So this type of housing has come and gone repeatedly...[edit]

So this type of housing has come and gone repeatedly. There have been schools of architecture promoting this sort of thing and the sad fact is that although the United States has been more resistant to this type of idea, of late our women’s magazines have been more ready to play games with their readers in terms of avant-garde housing ideas. And that is a sad fact, because these magazines have a powerful influence on their readers and they are promoting ideas that are anti family basically and their whole purpose is to make an impression so that we have a growing problem in that these women are influenced by these publications.

One of the things that we need to realize—and Rybczynski does call attention to it—is the important role women have placed in the whole of the middle class revolution in housing. When the middle class began to come to the fore, the women rebelled against the idea of housing that was designed to make a statement, to impress people, to pretend to nobility and aristocracy. So their very practical bent was revolutionary and they insisted and got more practical emphases in housing.

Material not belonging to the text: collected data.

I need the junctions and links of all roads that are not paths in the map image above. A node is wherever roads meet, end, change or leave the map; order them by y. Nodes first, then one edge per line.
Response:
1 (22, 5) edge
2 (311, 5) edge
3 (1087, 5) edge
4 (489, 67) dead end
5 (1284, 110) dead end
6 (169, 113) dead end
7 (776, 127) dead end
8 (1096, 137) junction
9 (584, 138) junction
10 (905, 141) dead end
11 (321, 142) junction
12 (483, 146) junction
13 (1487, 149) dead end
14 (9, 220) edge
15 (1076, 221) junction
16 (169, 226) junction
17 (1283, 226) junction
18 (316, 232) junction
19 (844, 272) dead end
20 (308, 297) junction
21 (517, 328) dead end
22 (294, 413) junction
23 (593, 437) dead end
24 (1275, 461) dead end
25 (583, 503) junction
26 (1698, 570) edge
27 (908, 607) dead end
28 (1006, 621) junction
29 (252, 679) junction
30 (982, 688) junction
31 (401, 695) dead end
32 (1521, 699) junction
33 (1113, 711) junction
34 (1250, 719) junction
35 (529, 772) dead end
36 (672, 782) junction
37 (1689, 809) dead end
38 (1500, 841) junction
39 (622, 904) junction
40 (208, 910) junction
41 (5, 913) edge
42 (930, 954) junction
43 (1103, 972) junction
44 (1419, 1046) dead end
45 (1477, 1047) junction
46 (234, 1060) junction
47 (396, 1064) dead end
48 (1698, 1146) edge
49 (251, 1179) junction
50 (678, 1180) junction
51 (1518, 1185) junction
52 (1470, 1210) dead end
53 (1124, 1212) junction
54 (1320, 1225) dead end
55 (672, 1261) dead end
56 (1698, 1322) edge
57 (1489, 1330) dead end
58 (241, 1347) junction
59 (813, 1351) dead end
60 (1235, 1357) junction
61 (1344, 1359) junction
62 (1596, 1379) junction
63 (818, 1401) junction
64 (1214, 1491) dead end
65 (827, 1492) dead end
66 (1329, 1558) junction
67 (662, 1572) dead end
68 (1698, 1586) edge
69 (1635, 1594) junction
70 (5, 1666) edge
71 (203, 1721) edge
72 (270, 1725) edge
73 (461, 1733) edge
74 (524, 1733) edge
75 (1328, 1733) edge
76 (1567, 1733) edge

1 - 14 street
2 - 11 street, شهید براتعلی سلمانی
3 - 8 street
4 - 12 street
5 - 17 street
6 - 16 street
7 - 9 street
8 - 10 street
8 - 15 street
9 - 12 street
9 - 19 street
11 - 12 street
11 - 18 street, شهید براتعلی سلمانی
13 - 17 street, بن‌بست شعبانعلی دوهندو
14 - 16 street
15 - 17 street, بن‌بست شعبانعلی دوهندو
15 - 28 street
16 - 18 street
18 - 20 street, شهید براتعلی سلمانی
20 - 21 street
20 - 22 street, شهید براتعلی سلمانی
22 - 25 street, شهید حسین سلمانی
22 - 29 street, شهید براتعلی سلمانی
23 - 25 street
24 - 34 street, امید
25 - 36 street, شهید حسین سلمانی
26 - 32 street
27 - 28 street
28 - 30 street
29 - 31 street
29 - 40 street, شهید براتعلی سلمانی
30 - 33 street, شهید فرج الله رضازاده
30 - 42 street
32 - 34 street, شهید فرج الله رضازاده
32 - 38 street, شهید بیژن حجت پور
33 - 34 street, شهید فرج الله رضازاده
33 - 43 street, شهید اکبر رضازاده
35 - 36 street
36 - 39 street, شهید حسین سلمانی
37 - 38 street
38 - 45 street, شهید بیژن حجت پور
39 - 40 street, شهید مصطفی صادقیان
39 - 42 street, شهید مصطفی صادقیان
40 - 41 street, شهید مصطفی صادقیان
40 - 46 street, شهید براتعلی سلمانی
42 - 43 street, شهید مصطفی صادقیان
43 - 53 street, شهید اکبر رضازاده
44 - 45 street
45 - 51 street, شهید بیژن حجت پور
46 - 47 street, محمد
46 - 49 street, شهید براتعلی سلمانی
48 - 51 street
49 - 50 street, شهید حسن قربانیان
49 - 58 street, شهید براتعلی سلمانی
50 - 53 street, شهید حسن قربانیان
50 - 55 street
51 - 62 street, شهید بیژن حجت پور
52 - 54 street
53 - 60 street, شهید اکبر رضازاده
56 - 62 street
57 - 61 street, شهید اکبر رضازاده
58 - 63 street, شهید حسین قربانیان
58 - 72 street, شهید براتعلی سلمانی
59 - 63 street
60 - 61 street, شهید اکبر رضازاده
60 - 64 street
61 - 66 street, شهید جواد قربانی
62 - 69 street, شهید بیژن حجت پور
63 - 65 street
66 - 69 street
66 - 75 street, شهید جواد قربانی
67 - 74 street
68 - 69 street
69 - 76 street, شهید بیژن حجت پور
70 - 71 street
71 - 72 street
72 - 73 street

However, we have a problem now in that women, through women’s magazines, house and home magazines, that sort of thing, are beginning to reflect the emphasis of the aristocratic, using the term in a... with quotes, architects who see themselves as avant-garde artists and who do not want to be governed by the very practical requirements of living in a house.

As a result now, as far as women are concerned, they have shifted from the great middle class tradition of comfort to décor. They want a décor that will make a statement. They want to be impressive so that just as their hair has to look right in public—and there is nothing wrong with that—and as their clothing has to look exactly right—and, again, there is nothing wrong with that—the house to look exactly right at all times. [00:30:36]

And I do believe this has contributed to the problem...[edit]

And I do believe this has contributed to the problem that families are having with children. Children are in the way.

[Voice] Right.

[Rushdoony] They muss up things. And their play can mean that a lot of things are dragged out and left out, which is not right, but they don't’ want them dragging their things out and playing so that you have women saying, after they shake their heads at the mess junior has created, “One child is enough.” And they are not tolerant...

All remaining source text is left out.